## Task requirements
Would you write out the entries again, exactly as they are, but without images?

## Dataset
*** Begin section ***
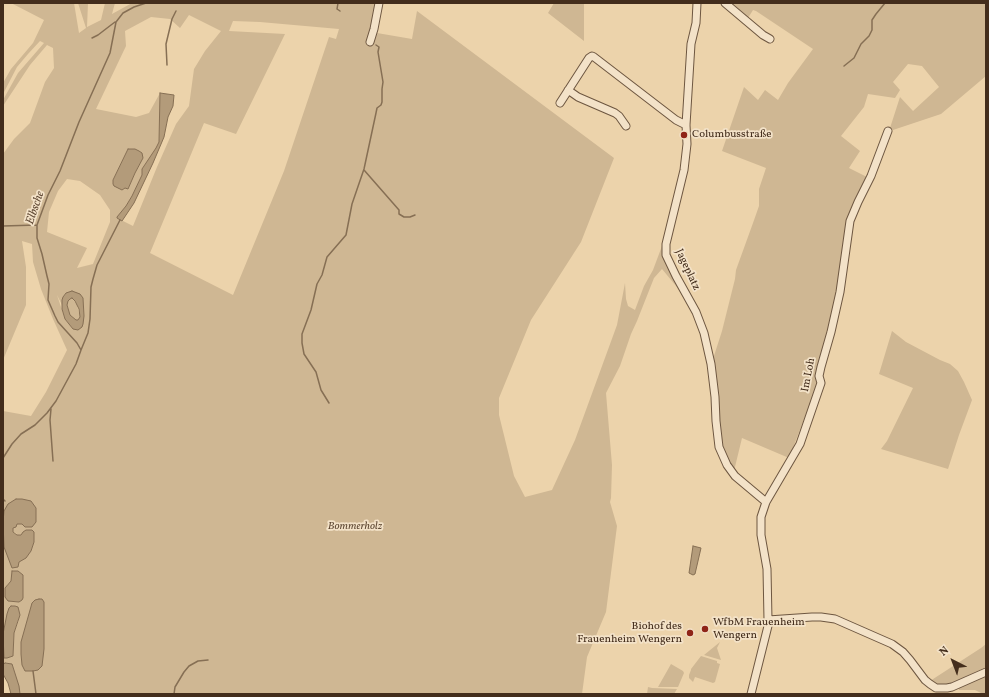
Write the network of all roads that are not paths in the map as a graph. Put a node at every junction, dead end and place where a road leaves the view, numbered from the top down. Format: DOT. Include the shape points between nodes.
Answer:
graph roads {
  1 [pos="379,3"];
  2 [pos="697,3"];
  3 [pos="725,3"];
  4 [pos="770,39"];
  5 [pos="370,42"];
  6 [pos="568,90"];
  7 [pos="560,103"];
  8 [pos="686,125"];
  9 [pos="626,126"];
  10 [pos="888,131"];
  11 [pos="766,502"];
  12 [pos="768,620"];
  13 [pos="986,672"];
  14 [pos="751,694"];
  1 -- 5 [label="street"];
  2 -- 8 [label="street, Jageplatz" via="691,44"];
  3 -- 4 [label="street"];
  6 -- 7 [label="street"];
  6 -- 8 [label="street" via="592,56"];
  6 -- 9 [label="street" via="615,113"];
  8 -- 11 [label="street, Jageplatz" via="684,170 666,244 666,255 704,332 711,364 719,447 735,476"];
  10 -- 11 [label="street, Im Loh" via="872,176 850,221 840,292 819,376 821,383 800,444"];
  11 -- 12 [label="street, Im Loh" via="761,517 761,535 767,569"];
  12 -- 13 [label="street" via="812,617 835,619 892,644 910,660 925,680 936,688 952,687"];
  12 -- 14 [label="street, Im Loh"];
}
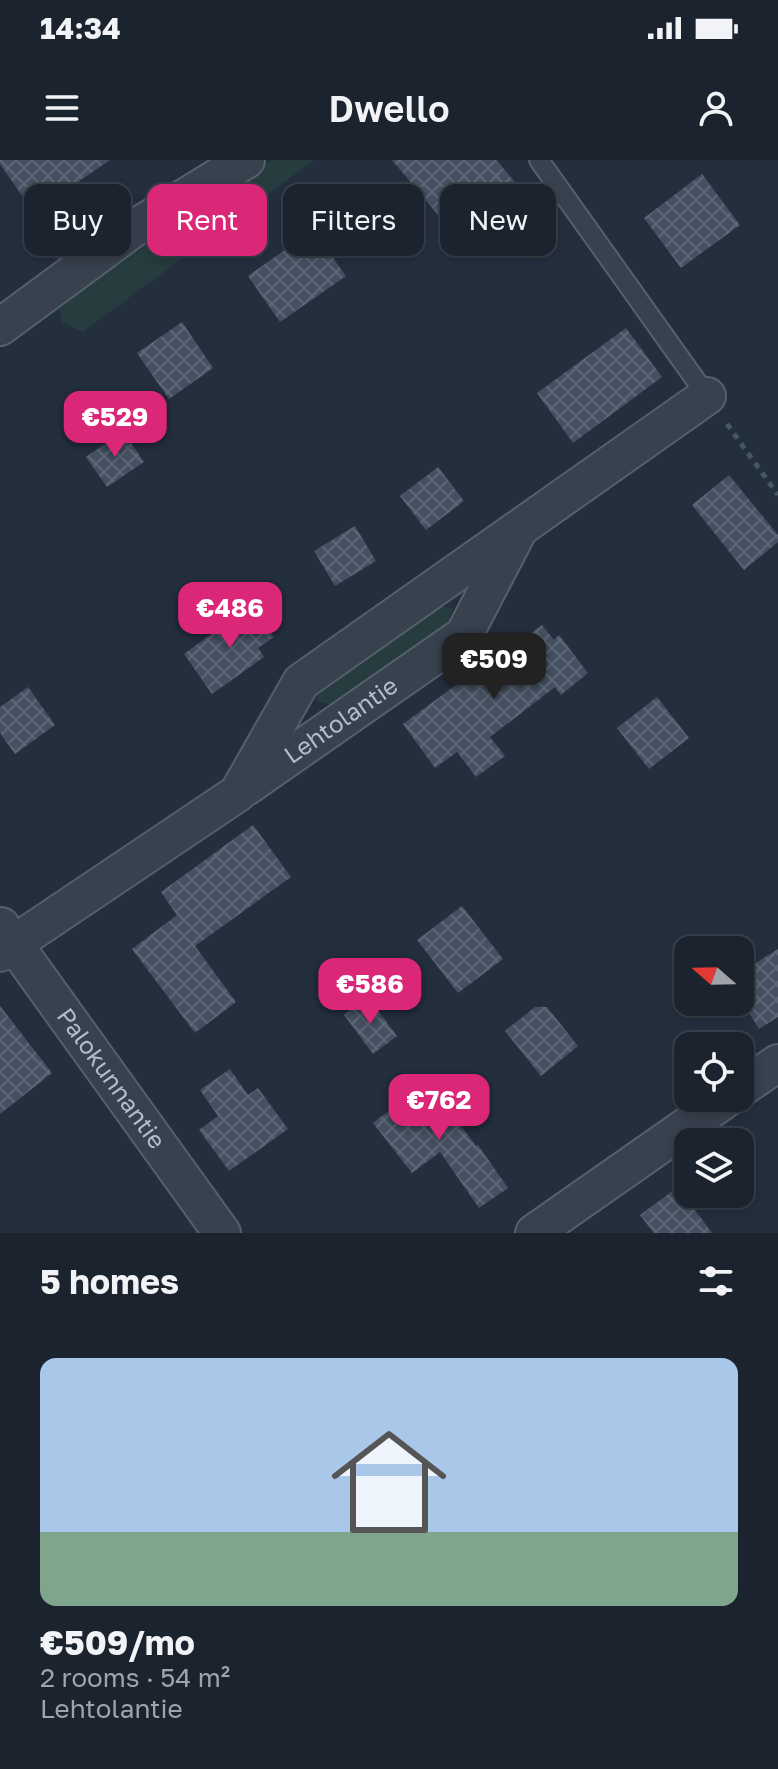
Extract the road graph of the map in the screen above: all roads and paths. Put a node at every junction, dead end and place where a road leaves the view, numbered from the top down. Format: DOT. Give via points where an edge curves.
graph roads {
  1 [pos="246,160"];
  2 [pos="539,160"];
  3 [pos="0,327"];
  4 [pos="707,396"];
  5 [pos="778,495"];
  6 [pos="519,528"];
  7 [pos="238,793"];
  8 [pos="4,940"];
  9 [pos="778,1063"];
  10 [pos="754,1079"];
  11 [pos="707,1112"];
  12 [pos="222,1233"];
  13 [pos="534,1233"];
  1 -- 3 [label="street" via="133,229"];
  2 -- 4 [label="lane"];
  4 -- 5 [label="path"];
  4 -- 6 [label="street, Lehtolantie"];
  6 -- 7 [label="street, Lehtolantie" via="301,682"];
  6 -- 7 [label="street, Lehtolantie" via="464,635"];
  7 -- 8 [label="street, Lehtolantie"];
  8 -- 12 [label="street, Palokunnantie"];
  9 -- 10 [label="street"];
  11 -- 13 [label="street"];
}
*** End section ***
## Completed exercise
Write the network of all roads that are not paths in the map as a graph. Put a node at every junction, dead end and place where a road leaves the view, numbered from the top down. Format: DOT. Include the shape points between nodes.
Answer:
graph roads {
  1 [pos="379,3"];
  2 [pos="697,3"];
  3 [pos="725,3"];
  4 [pos="770,39"];
  5 [pos="370,42"];
  6 [pos="568,90"];
  7 [pos="560,103"];
  8 [pos="686,125"];
  9 [pos="626,126"];
  10 [pos="888,131"];
  11 [pos="766,502"];
  12 [pos="768,620"];
  13 [pos="986,672"];
  14 [pos="751,694"];
  1 -- 5 [label="street"];
  2 -- 8 [label="street, Jageplatz" via="691,44"];
  3 -- 4 [label="street"];
  6 -- 7 [label="street"];
  6 -- 8 [label="street" via="592,56"];
  6 -- 9 [label="street" via="615,113"];
  8 -- 11 [label="street, Jageplatz" via="684,170 666,244 666,255 704,332 711,364 719,447 735,476"];
  10 -- 11 [label="street, Im Loh" via="872,176 850,221 840,292 819,376 821,383 800,444"];
  11 -- 12 [label="street, Im Loh" via="761,517 761,535 767,569"];
  12 -- 13 [label="street" via="812,617 835,619 892,644 910,660 925,680 936,688 952,687"];
  12 -- 14 [label="street, Im Loh"];
}
Extract the road graph of the map in the screen above: all roads and paths. Put a node at every junction, dead end and place where a road leaves the view, numbered from the top down. Format: DOT. Give via points where an edge curves.
graph roads {
  1 [pos="246,160"];
  2 [pos="539,160"];
  3 [pos="0,327"];
  4 [pos="707,396"];
  5 [pos="778,495"];
  6 [pos="519,528"];
  7 [pos="238,793"];
  8 [pos="4,940"];
  9 [pos="778,1063"];
  10 [pos="754,1079"];
  11 [pos="707,1112"];
  12 [pos="222,1233"];
  13 [pos="534,1233"];
  1 -- 3 [label="street" via="133,229"];
  2 -- 4 [label="lane"];
  4 -- 5 [label="path"];
  4 -- 6 [label="street, Lehtolantie"];
  6 -- 7 [label="street, Lehtolantie" via="301,682"];
  6 -- 7 [label="street, Lehtolantie" via="464,635"];
  7 -- 8 [label="street, Lehtolantie"];
  8 -- 12 [label="street, Palokunnantie"];
  9 -- 10 [label="street"];
  11 -- 13 [label="street"];
}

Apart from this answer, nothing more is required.